> _DATA FOR THIS EXERCISE_
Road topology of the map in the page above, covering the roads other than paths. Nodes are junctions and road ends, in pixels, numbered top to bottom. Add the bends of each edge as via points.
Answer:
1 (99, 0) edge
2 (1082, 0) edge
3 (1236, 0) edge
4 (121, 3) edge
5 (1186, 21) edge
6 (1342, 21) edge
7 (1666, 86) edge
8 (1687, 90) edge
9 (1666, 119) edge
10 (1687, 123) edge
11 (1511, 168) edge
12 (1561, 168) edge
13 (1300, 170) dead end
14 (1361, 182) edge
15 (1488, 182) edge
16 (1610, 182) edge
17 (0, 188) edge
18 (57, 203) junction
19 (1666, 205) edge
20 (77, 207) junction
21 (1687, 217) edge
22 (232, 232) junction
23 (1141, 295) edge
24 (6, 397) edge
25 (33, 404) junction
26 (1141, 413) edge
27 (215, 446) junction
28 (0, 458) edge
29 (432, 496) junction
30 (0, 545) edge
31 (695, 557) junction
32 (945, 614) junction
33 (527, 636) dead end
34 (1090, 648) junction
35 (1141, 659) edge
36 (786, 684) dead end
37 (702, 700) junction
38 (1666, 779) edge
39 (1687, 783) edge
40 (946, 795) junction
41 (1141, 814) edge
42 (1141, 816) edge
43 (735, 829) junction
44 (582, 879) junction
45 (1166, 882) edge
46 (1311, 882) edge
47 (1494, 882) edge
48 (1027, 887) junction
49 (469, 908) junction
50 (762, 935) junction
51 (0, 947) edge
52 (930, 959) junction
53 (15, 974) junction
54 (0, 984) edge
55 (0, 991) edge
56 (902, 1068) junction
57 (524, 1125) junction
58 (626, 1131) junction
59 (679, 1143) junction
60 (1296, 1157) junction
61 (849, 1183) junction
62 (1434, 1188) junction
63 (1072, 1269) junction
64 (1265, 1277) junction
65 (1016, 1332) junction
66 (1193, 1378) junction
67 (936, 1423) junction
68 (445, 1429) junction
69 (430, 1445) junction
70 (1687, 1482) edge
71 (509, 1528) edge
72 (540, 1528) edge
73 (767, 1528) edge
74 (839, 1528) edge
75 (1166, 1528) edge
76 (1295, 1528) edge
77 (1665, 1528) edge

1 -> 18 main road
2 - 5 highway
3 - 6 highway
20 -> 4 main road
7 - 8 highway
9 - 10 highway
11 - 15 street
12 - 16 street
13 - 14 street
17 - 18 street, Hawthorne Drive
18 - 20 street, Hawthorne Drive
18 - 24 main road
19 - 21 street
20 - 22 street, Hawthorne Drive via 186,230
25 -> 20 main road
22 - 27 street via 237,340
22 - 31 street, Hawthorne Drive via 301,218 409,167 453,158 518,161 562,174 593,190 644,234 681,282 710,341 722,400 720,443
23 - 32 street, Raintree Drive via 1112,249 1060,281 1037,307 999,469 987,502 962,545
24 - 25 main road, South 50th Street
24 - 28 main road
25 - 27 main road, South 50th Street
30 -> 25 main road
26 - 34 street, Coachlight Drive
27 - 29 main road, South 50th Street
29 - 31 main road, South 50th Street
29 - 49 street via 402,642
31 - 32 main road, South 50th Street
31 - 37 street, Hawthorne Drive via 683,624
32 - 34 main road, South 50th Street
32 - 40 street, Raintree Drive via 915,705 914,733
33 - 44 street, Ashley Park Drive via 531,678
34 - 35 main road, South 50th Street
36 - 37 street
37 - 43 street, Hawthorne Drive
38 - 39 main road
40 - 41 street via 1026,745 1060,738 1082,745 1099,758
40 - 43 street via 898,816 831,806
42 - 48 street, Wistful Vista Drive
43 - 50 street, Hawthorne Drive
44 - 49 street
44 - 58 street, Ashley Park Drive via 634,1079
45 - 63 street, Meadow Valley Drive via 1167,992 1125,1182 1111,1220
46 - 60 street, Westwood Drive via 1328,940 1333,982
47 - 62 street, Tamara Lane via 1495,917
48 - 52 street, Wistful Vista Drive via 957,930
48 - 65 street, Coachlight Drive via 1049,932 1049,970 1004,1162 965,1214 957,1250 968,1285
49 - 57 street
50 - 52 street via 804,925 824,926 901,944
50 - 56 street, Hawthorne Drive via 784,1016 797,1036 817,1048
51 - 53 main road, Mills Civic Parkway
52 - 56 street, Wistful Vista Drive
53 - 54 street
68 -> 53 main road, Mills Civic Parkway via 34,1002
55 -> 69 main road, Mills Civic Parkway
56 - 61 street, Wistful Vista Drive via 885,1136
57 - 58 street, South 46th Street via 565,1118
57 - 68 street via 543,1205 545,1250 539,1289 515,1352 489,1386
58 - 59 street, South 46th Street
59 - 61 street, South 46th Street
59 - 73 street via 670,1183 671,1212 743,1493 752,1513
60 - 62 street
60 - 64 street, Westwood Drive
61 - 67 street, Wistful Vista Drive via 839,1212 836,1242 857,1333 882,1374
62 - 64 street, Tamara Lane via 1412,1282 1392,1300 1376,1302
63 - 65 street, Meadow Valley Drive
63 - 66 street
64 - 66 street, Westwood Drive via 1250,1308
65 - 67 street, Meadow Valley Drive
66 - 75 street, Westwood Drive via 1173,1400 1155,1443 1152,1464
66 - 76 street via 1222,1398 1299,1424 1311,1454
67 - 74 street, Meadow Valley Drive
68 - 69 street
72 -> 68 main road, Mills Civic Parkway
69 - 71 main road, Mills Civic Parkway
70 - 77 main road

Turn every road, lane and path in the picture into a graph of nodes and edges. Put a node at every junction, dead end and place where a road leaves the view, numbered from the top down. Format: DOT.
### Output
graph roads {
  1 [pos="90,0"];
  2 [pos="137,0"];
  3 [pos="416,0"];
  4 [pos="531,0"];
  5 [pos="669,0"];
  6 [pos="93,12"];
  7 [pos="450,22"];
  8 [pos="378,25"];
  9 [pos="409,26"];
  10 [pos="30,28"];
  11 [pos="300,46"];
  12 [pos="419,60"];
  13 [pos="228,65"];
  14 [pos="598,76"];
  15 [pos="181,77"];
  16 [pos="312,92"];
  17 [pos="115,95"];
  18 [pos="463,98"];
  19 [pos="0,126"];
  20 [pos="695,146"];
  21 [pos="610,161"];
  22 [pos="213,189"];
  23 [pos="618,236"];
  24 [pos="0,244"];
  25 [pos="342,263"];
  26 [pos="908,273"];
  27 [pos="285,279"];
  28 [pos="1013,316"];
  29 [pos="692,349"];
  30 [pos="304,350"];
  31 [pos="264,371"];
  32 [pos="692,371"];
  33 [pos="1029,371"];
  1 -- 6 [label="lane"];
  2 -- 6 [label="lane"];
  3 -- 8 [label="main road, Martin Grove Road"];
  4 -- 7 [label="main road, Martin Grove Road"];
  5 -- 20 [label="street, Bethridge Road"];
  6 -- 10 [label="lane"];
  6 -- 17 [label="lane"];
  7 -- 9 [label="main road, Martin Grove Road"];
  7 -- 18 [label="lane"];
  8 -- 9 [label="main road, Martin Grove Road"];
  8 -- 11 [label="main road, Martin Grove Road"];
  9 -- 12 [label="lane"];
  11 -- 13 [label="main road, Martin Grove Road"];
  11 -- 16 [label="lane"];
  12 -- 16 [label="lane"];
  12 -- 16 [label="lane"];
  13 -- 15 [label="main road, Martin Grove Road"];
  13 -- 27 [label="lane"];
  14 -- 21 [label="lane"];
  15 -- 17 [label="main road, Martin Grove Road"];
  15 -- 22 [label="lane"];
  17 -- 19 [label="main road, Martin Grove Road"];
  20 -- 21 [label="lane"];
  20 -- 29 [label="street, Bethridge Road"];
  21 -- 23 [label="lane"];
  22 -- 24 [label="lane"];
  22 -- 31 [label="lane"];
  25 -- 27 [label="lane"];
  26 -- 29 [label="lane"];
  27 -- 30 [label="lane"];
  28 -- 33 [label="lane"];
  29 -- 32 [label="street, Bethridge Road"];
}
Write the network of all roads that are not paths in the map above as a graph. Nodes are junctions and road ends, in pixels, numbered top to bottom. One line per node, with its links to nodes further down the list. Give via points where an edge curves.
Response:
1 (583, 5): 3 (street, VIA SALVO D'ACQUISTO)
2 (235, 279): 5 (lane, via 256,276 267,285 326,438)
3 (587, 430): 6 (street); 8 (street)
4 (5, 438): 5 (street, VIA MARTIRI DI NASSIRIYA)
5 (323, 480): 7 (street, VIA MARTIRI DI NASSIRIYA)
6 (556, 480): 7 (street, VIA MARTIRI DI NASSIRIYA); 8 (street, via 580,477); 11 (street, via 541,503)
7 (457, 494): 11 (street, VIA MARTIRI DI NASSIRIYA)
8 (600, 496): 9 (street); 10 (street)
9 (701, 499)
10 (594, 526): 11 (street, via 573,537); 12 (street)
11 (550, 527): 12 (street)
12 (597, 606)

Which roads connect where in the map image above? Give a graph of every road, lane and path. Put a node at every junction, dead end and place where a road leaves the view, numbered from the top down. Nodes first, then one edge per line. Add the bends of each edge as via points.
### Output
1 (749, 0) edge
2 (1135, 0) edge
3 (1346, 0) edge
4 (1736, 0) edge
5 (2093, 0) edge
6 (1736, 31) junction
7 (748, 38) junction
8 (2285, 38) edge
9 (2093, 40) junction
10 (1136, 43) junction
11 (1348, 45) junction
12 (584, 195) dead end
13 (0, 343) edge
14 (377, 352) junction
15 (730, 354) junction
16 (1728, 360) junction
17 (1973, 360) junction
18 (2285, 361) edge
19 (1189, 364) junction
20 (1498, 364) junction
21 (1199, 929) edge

> _EXERCISE DIRECTIONS_
Determine how many lines above hold the word "Tamara", then give only that number.

> _SOLUTION TO THIS PROBLEM_
2